In Sachsen-Anhalt könnte am 1. September erstmals eine Frau zur Präsidentin des Landtags gewählt werden. Die CDU, die als stärkster Fraktion das Vorschlagsrecht für den Posten hat, nominierte auf einer Klausur die 62-jährige Gabriele Brakebusch. Sie setzte sich in einer internen Wahl mit 15 Stimmen gegen Bernhard Bönisch aus Halle durch, für den zehn Abgeordnete votierten. Außerdem hatte sich auch die Bildungspolitikerin Eva Feußner beworben.

Als wichtigstes Kriterium für die Nominierung hatte vorab gegolten, dass der oder die Kandidatin eine »weiße Weste« hat. Die CDU hatte zuletzt zwei Landtagspräsidenten verschlissen. Am 15. August war der Altmärker Hardy Peter Güssau von dem Amt zurückgetreten; er hatte Vorwürfe nicht entkräften können, Manipulationen eines Parteifreundes bei einer Briefwahl in Stendal vertuscht zu haben. Die Affäre war zur ernsten Belastung für die bundesweit erste Koalition aus CDU, SPD und Grünen geworden. In der vorigen Wahlperiode hatte bereits der aus dem Salzland stammende Detlef Gürth als Präsident zurücktreten müssen. Ihm war eine Steueraffäre zum Verhängnis geworden.

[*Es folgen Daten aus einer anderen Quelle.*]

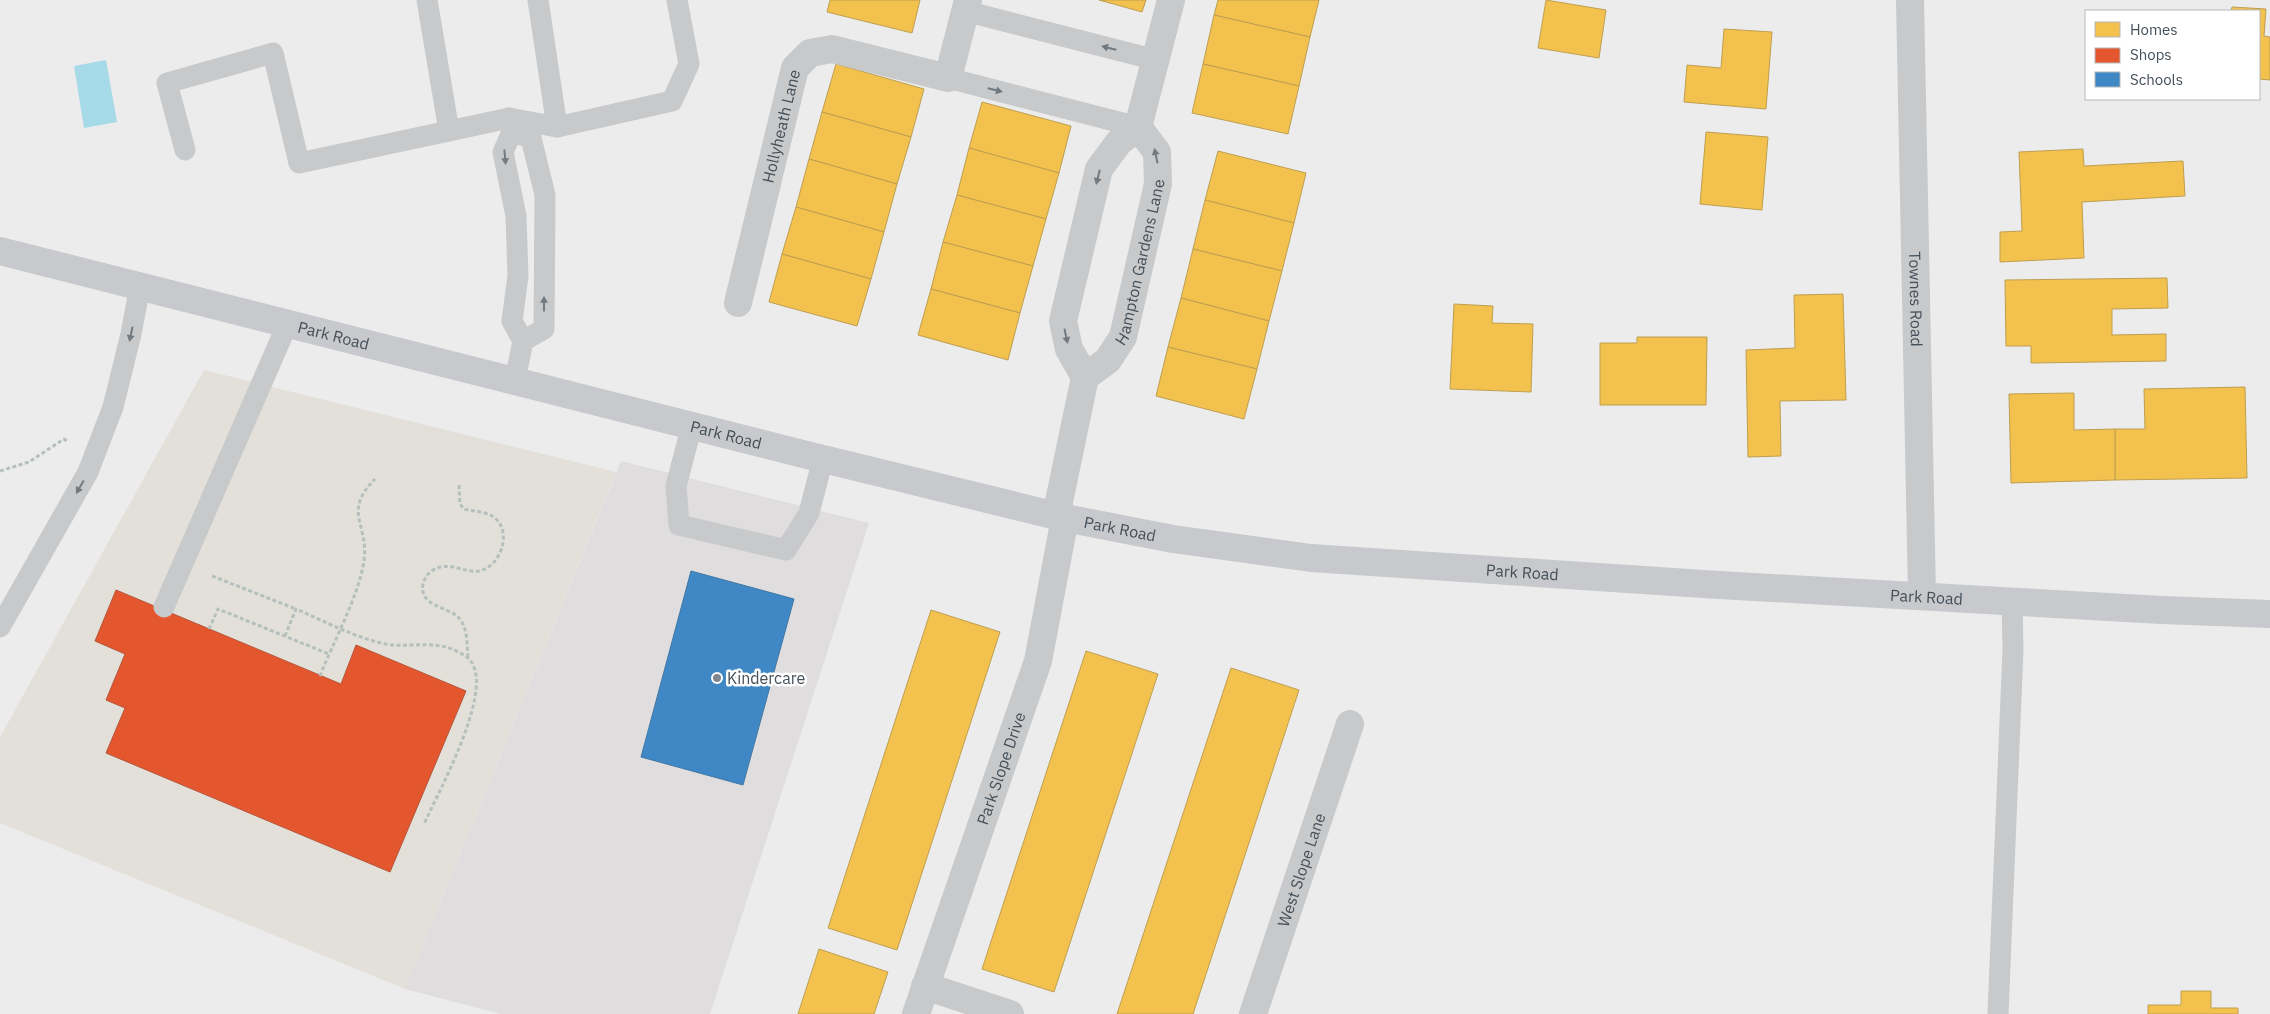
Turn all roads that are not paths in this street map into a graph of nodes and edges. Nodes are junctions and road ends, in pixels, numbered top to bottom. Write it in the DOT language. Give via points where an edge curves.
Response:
graph roads {
  1 [pos="427,0"];
  2 [pos="538,0"];
  3 [pos="676,0"];
  4 [pos="1171,0"];
  5 [pos="1910,0"];
  6 [pos="966,6"];
  7 [pos="1156,60"];
  8 [pos="948,78"];
  9 [pos="510,125"];
  10 [pos="1138,127"];
  11 [pos="557,128"];
  12 [pos="449,130"];
  13 [pos="185,150"];
  14 [pos="0,251"];
  15 [pos="140,286"];
  16 [pos="738,303"];
  17 [pos="287,325"];
  18 [pos="523,341"];
  19 [pos="1085,377"];
  20 [pos="515,380"];
  21 [pos="692,425"];
  22 [pos="823,459"];
  23 [pos="1061,517"];
  24 [pos="1922,596"];
  25 [pos="2012,601"];
  26 [pos="164,607"];
  27 [pos="2270,614"];
  28 [pos="0,627"];
  29 [pos="1350,724"];
  30 [pos="925,986"];
  31 [pos="916,1014"];
  32 [pos="1010,1014"];
  33 [pos="1253,1014"];
  34 [pos="1998,1014"];
  1 -- 12 [label="lane"];
  2 -- 11 [label="lane"];
  3 -- 11 [label="lane" via="689,64 672,102"];
  4 -- 7 [label="street"];
  5 -- 24 [label="street, Townes Road"];
  7 -- 6 [label="lane, one-way"];
  6 -- 8 [label="street"];
  7 -- 10 [label="street"];
  8 -- 10 [label="lane, one-way"];
  8 -- 16 [label="street, Hollyheath Lane" via="832,49 810,53 795,68"];
  9 -- 11 [label="lane"];
  9 -- 12 [label="lane"];
  9 -- 18 [label="lane, one-way" via="503,152 516,216 518,276 512,321"];
  18 -- 9 [label="lane, one-way" via="544,329 545,195 531,138"];
  10 -- 19 [label="street, one-way" via="1119,142 1100,169 1063,321 1069,348"];
  19 -- 10 [label="street, Hampton Gardens Lane, one-way" via="1108,360 1123,337 1158,184 1157,152"];
  12 -- 13 [label="lane" via="299,163 273,53 167,83"];
  14 -- 15 [label="main road, Park Road"];
  15 -- 17 [label="main road, Park Road"];
  15 -- 28 [label="lane, one-way" via="132,334 113,407 88,472"];
  17 -- 20 [label="main road, Park Road"];
  17 -- 26 [label="lane"];
  18 -- 20 [label="lane"];
  19 -- 23 [label="street"];
  20 -- 21 [label="main road, Park Road"];
  21 -- 22 [label="main road, Park Road"];
  21 -- 22 [label="lane" via="676,486 679,525 786,550 809,514"];
  22 -- 23 [label="main road, Park Road"];
  23 -- 24 [label="main road, Park Road" via="1173,539 1311,558"];
  23 -- 30 [label="street, Park Slope Drive" via="1038,661"];
  24 -- 25 [label="main road, Park Road"];
  25 -- 27 [label="main road, Park Road"];
  25 -- 34 [label="lane" via="2013,649"];
  29 -- 33 [label="street, West Slope Lane"];
  30 -- 31 [label="street, Park Slope Drive"];
  30 -- 32 [label="street"];
}
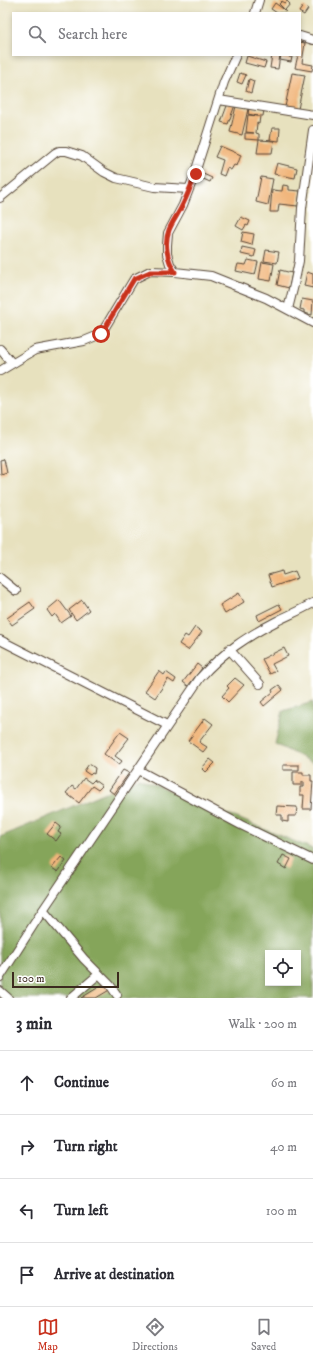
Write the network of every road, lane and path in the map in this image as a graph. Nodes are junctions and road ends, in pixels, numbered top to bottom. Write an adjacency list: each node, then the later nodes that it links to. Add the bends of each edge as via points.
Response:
1 (259, 0): 2 (street)
2 (255, 12)
3 (301, 36): 4 (street)
4 (313, 40)
5 (236, 56): 6 (street)
6 (219, 100): 7 (street); 9 (street)
7 (313, 115)
8 (313, 130): 10 (street)
9 (189, 189): 11 (street, via 154,187 116,178 82,156 62,150); 12 (street, via 167,237 167,254)
10 (309, 189): 13 (street, via 302,208 299,261)
11 (0, 198)
12 (175, 272): 13 (street, via 211,276); 16 (street, via 150,272 134,279 101,334 84,341 35,350)
13 (288, 309): 14 (street)
14 (313, 323)
15 (0, 349): 16 (street)
16 (12, 363): 17 (street)
17 (0, 371)
18 (0, 578): 19 (street)
19 (16, 591)
20 (313, 603): 22 (street)
21 (0, 640): 24 (street)
22 (229, 649): 23 (street); 24 (street, via 200,678)
23 (260, 684)
24 (167, 726): 25 (street)
25 (138, 770): 26 (street, via 241,826); 27 (street)
26 (313, 860)
27 (43, 910): 28 (street); 29 (street)
28 (99, 974): 31 (street); 33 (street)
29 (0, 977)
30 (0, 991): 32 (street)
31 (117, 995)
32 (8, 998)
33 (72, 998)

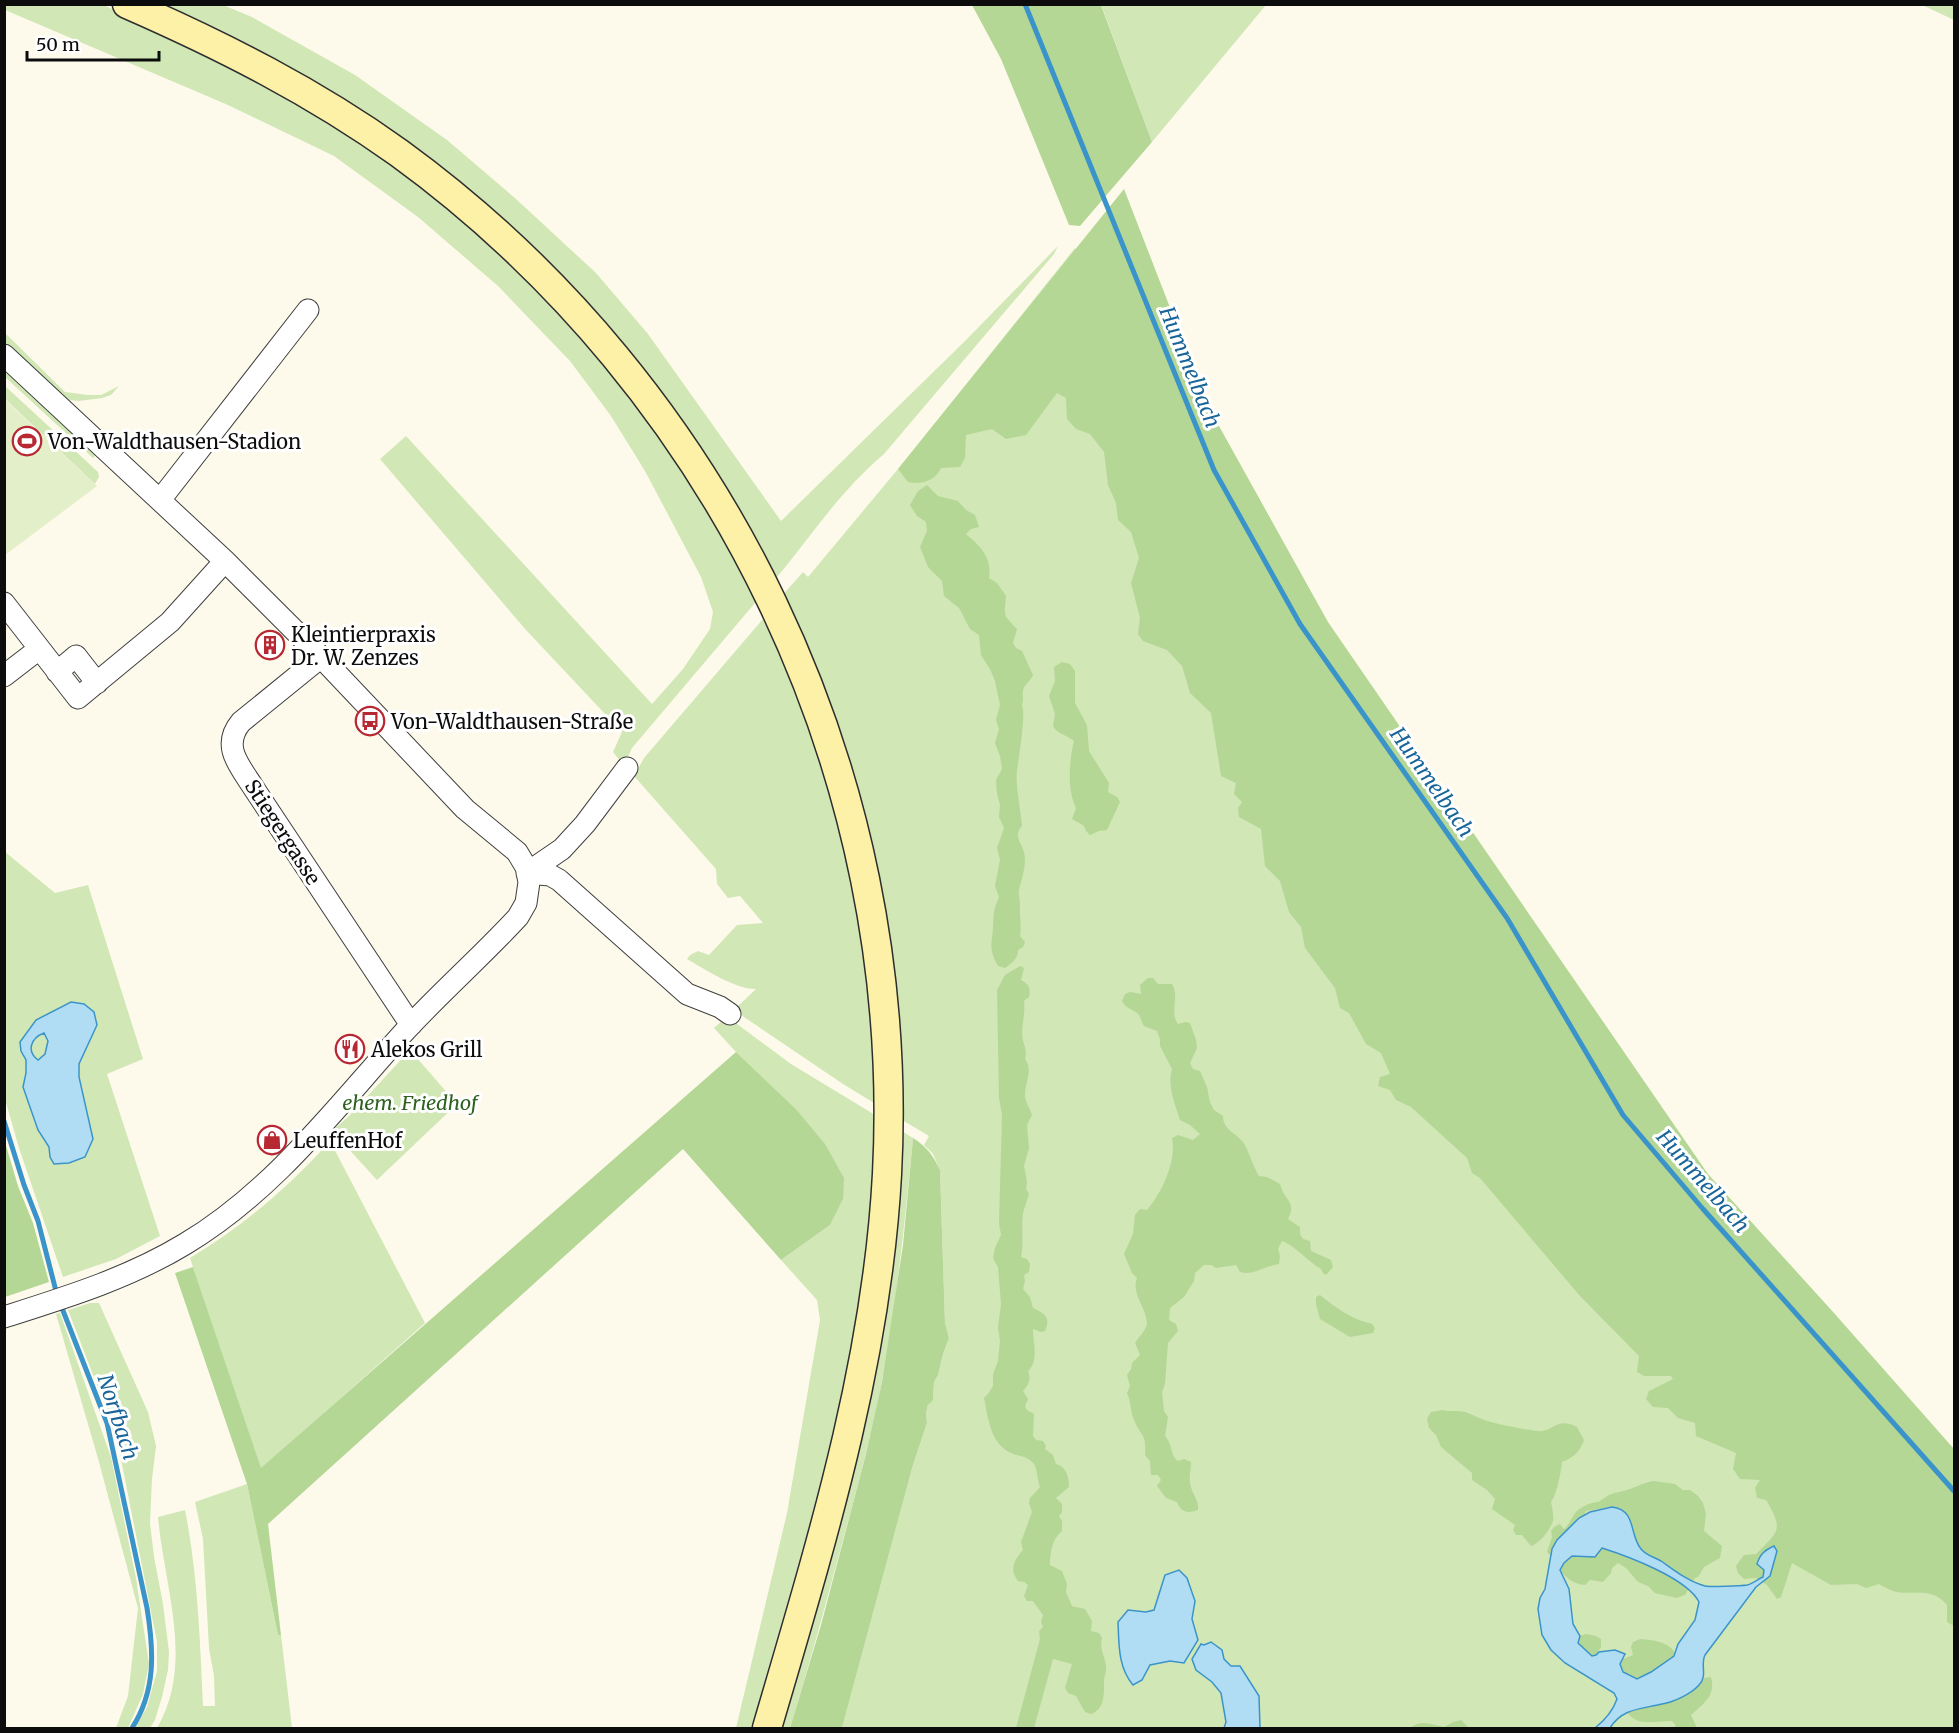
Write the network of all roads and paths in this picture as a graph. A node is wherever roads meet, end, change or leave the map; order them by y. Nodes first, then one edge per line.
1 (127, 4) edge
2 (308, 310) dead end
3 (4, 355) edge
4 (160, 500) junction
5 (225, 561) junction
6 (4, 603) edge
7 (39, 649) junction
8 (321, 657) junction
9 (4, 676) edge
10 (627, 768) dead end
11 (528, 882) junction
12 (730, 1014) dead end
13 (411, 1025) junction
14 (4, 1317) edge
15 (767, 1728) edge

1 - 15 main road
2 - 4 street
3 - 4 street
4 - 5 street
5 - 7 street
5 - 8 street
6 - 7 street
7 - 9 street
8 - 11 street
8 - 13 street, Stiegergasse
10 - 11 street
11 - 12 street
11 - 13 street
13 - 14 street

Die nunmehr auserkorene Brakebusch gehörte bisher nicht zu den auffälligen Köpfen in der CDU, auch wenn sie nach ihrem Eintritt 1998 eine flotte Karriere hinlegte: Seit 2000 ist sie Kreischefin, 2003 kam sie in den Landesvorstand. Im Jahr davor war sie Abgeordnete im Landtag geworden, wo sich die Verkäuferin und spätere Kita-Leiterin um Sozialpolitik und ländlichen Raum kümmert. Dass sie intern das Rennen machte, dürfte auch daran liegen, dass sie - anders als Feußner und Bönisch - zur starken Gruppe der Abgeordneten aus dem Norden des Landes in der Fraktion zählt. Kritiker interpretieren die Personalie freilich als ein Indiz dafür, dass in der CDU von Sachsen-Anhalt die Personaldecke dünn geworden ist. In der Fraktion, zu deren Vizechefs Brakebusch gehört, wird auf ihre ausgleichende Art als Qualifikation für den Posten als Landtagspräsidentin verwiesen.

Seit die AfD als zweitstärkste Kraft im Parlament sitzt, braucht es in dem Amt freilich auch Durchsetzungsfähigkeit. Ob Brakebusch diese mitbringt, bleibt abzuwarten. Die Fraktionschefin der Grünen, Cornelia Lüddemann, erhofft sich von ihr »charmante Sachlichkeit« und begrüßte den Mut der CDU für »neue Wege weiblicher Repräsentanz«.